# MAP ADT

**Overall Structures**
$$
\text{MutableMapping (collections module)}\\
\overbrace{\text{MapBase}}^{\Uparrow}\\
\overbrace{
\text{UnsortedListMap}\quad 
\text{HashMapBase} \quad
\text{SortedListMap} \quad
\text{TreeMap}}^{\Uparrow}\\
\overbrace{\text{ChainHashMap}\quad\text{ProbeHashMap}}^{\Uparrow}
$$

In [1]:
from collections import MutableMapping
class MapBase(MutableMapping):
    class _Item:
        __slots__ = '_key', '_value'
        def __init__(self, key, value):
            self._key = key
            self._value = value
        def __eq__(self, other):
            return self._key == other._key
        def __ne__(self, other):
            return self._key != other._key
        def __lt__(self, other):
            return self._key < other._key

## UnsortedListMap
1. List based Implementation
2. Worst-cases scenarios

|operation|complexity|
|:-|:-|
|`find`|$\mathcal{O}(n)$|
|`insert`|$\mathcal{O}(n)$|
|`update`|$\mathcal{O}(n)$|
|`delete`|$\mathcal{O}(n)$|

In [102]:
class UnsortedListMap(MapBase):
    # five basic behaviors that we need to define
    def __init__(self):
        self._list = [] # use built-in list as a container
    def __getitem__(self, key):
        for item in self._list:
            if key == item._key:
                return item._value
        raise KeyError('Key Error:{}'.format(repr(key)))
        
    def __setitem__(self, key, value):
#         print("===")
#         print('About to set Key: {} Value: {}'.format(key, value))
        for item in self._list:
#             print('Search Key {}: Value: {}'.format(item._key, item._value))
            if key == item._key:
                item._value = value
                return
#         print("This is a new key-value.
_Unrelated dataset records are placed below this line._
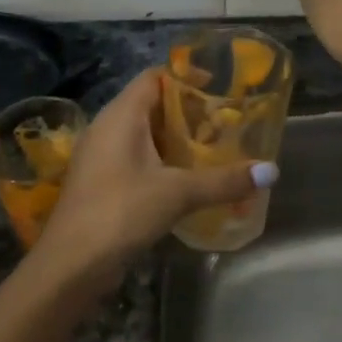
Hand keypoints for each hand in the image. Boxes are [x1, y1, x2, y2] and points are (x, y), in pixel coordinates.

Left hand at [30, 70, 274, 297]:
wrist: (71, 265)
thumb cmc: (121, 212)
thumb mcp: (178, 193)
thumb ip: (224, 180)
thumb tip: (271, 171)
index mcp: (120, 115)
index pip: (154, 77)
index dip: (186, 76)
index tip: (221, 87)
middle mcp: (107, 128)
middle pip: (151, 105)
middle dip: (188, 112)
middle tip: (226, 121)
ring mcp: (101, 157)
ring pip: (144, 135)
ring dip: (176, 140)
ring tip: (215, 148)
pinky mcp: (102, 183)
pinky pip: (137, 159)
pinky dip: (163, 162)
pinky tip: (188, 179)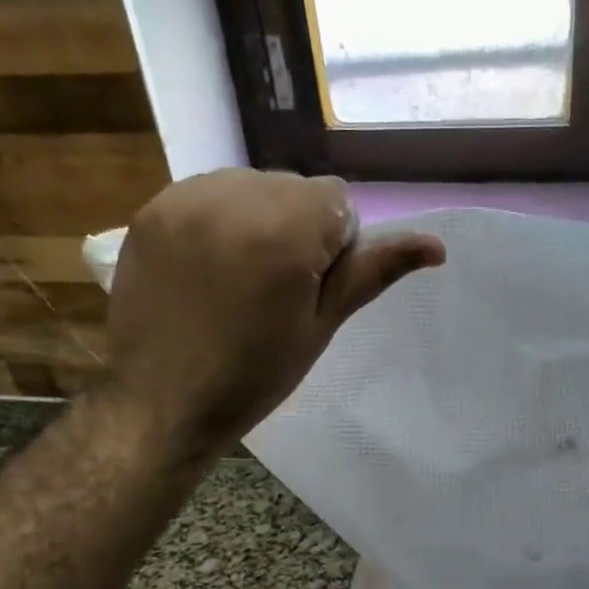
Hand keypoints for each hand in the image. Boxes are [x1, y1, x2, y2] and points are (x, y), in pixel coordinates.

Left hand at [97, 169, 444, 459]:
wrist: (162, 403)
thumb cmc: (254, 375)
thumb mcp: (322, 325)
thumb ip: (373, 272)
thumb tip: (437, 245)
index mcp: (285, 230)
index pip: (337, 199)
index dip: (335, 244)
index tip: (310, 288)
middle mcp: (234, 198)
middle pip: (293, 188)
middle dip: (298, 226)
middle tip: (277, 287)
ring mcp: (185, 200)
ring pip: (250, 186)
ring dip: (258, 217)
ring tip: (239, 275)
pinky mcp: (151, 210)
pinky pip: (206, 194)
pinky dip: (219, 219)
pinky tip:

We append it to list.")
        self._list.append(self._Item(key,value))
        
    def __delitem__(self, key):
        for index in range(len(self._list)):
            if key == self._list[index]._key:
                temp = self._list.pop(index)
                return temp
        raise KeyError('Key Error:{}'.format(repr(key)))
    
    def __len__(self):
        return len(self._list)
    
    def __iter__(self):
        for item in self._list:
            yield item._key
if __name__ == '__main__':
    # working exmaple
    Movies = UnsortedListMap()
    Cherbobly = UnsortedListMap()
    UDI = UnsortedListMap()
    Movies['chernobly'] = Cherbobly
    Movies['udi'] = UDI
    Cherbobly['Episods'] = 5
    Cherbobly['Producer'] = 'HBO'
    UDI['Episods'] = 10
    UDI['Producer'] = 'JaH'
    for movie_key in Movies:
        print(Movies[movie_key]['Producer'])

HBO
JaH


## Hash Table

### Hash-then-compression

step 1. Hash function: `hash([immutable object])`

step 2. Compression function: $[a\times integer + b \text{ mod }p] \text{ mod } N$, where $N$ is the size of a key-holding-list, $p$ is a prime number that is greater than $N$, and $a \in (0, N-1], b \in [0, N-1]$. This scheme is called MAD compression.

The reason using the particular choice of a compression function is to avoid 'cyclic' pattern.

### Collision-handling Scheme

1. separate chain: the `index list` is implemented as a built-in lust while each `bucket` is implemented as `UnsortedListMap`.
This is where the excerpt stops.